Despite the very difficult, negative aspects of the current drought (going on two years now), one interesting aspect has emerged: Bluffton.

As the rains stopped and the water sources slowly dried up, area lakes began dropping by dozens of feet. Lake Buchanan, normally an average of 100 feet deep, fell to about half that. And as the water level steadily dropped, the abandoned ruins of Bluffton reappeared.
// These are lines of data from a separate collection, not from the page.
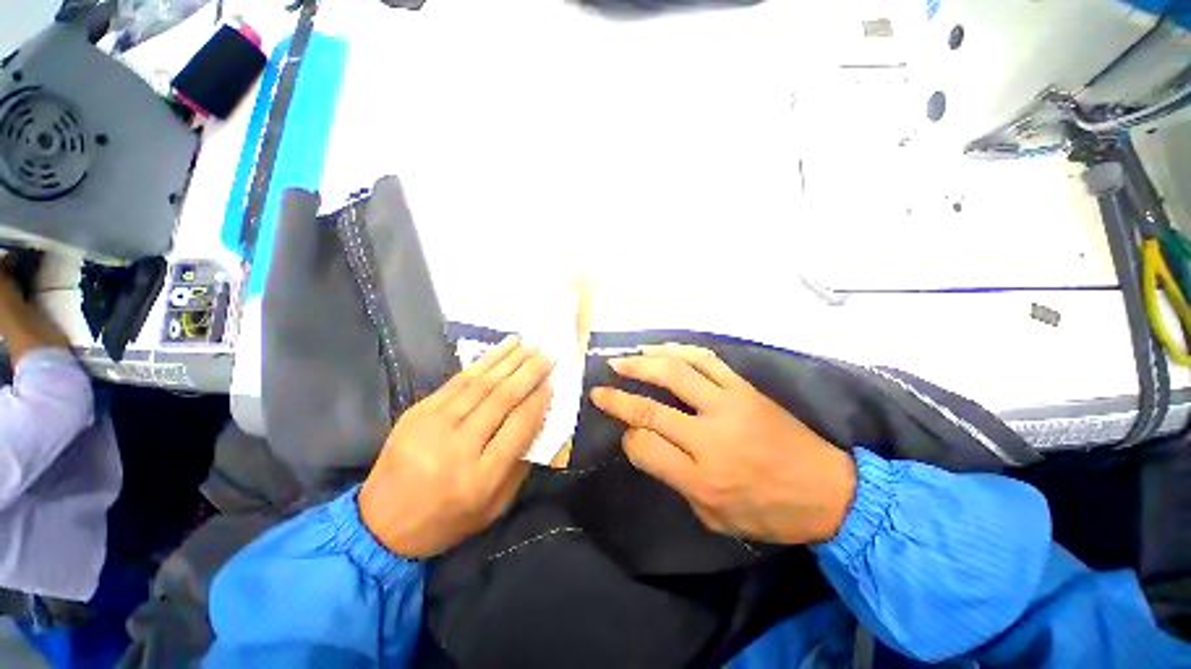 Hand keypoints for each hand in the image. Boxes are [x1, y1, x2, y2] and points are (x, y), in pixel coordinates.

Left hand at [360, 336, 553, 558]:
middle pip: (502, 398)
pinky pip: (458, 381)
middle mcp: (458, 447)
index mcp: (480, 477)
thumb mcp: (494, 506)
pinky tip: (502, 349)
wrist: (380, 524)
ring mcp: (433, 425)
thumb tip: (538, 419)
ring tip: (530, 345)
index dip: (539, 400)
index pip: (519, 426)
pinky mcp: (418, 411)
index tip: (553, 382)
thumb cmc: (447, 520)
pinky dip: (484, 362)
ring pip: (481, 383)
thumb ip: (520, 463)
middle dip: (529, 373)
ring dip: (509, 360)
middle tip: (548, 355)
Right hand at [590, 345, 856, 544]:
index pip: (645, 447)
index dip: (628, 438)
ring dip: (642, 364)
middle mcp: (710, 437)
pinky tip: (659, 350)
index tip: (626, 433)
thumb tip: (647, 444)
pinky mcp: (744, 388)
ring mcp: (728, 405)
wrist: (828, 491)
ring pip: (675, 374)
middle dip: (618, 398)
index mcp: (702, 476)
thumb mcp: (715, 516)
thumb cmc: (768, 513)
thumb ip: (676, 481)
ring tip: (621, 361)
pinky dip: (677, 351)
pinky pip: (705, 360)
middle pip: (651, 408)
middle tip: (599, 389) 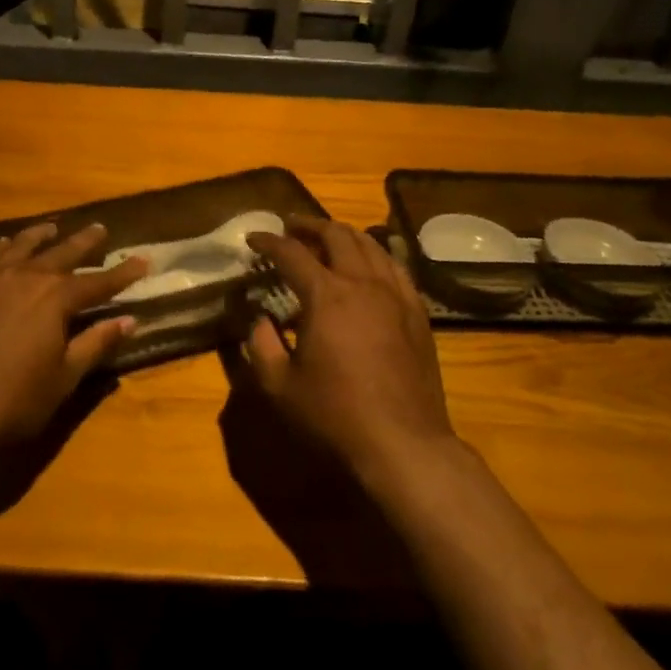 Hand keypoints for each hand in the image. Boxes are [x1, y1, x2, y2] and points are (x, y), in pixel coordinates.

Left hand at [0, 223, 148, 452]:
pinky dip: (1, 248)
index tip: (142, 260)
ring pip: (21, 246)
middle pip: (62, 253)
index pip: (98, 282)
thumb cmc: (12, 400)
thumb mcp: (64, 377)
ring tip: (52, 227)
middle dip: (85, 242)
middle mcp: (26, 277)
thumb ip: (95, 344)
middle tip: (100, 230)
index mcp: (56, 299)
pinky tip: (3, 245)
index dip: (123, 273)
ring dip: (41, 236)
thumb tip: (129, 320)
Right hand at [243, 215, 454, 478]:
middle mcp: (363, 283)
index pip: (291, 253)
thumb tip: (259, 320)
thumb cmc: (335, 415)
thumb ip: (261, 345)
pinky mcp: (417, 313)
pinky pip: (396, 268)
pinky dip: (375, 255)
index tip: (253, 239)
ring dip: (343, 234)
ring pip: (370, 245)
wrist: (403, 443)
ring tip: (327, 238)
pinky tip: (369, 265)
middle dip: (309, 225)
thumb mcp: (280, 385)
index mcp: (326, 295)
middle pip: (336, 235)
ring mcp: (395, 296)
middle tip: (290, 227)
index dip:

From Canyon of the Eagles Lodge, a beautiful Texas Hill Country resort with 940 acres of preserved nature trails, bird watching, and nesting lands, an astronomy observatory, and resort lodging along with camping and RV spaces, I took a boat trip which landed on the revealed “island” where the town of Bluffton lies.

With Vanishing Texas River Cruise, guide Tim Mohan led my group off the boat and showed us around the remains of Bluffton — a ghost town only recently risen from its watery grave. There are the remains of the cotton gin; the general store; the storm cellar of the Hotel. Metal tools, medicine bottles, and blacksmith tools. When it first emerged, artifacts were found including a prehistoric skull, old tools, and even the graves of freed slaves.

Local historian Alfred Hallmark, whose great-great-great-grandfather helped establish Bluffton, has researched the history of the town and its aftermath in a booklet titled, Where Progress Destroyed a Way of Life. In it, Hallmark wrote:

Through the years Bluffton survived storms, drought, fire, and floods, but finally succumbed to progress.”

There’s really not much here anymore, but the history and simple uniqueness of a town buried underwater — and newly visible once again — is compelling.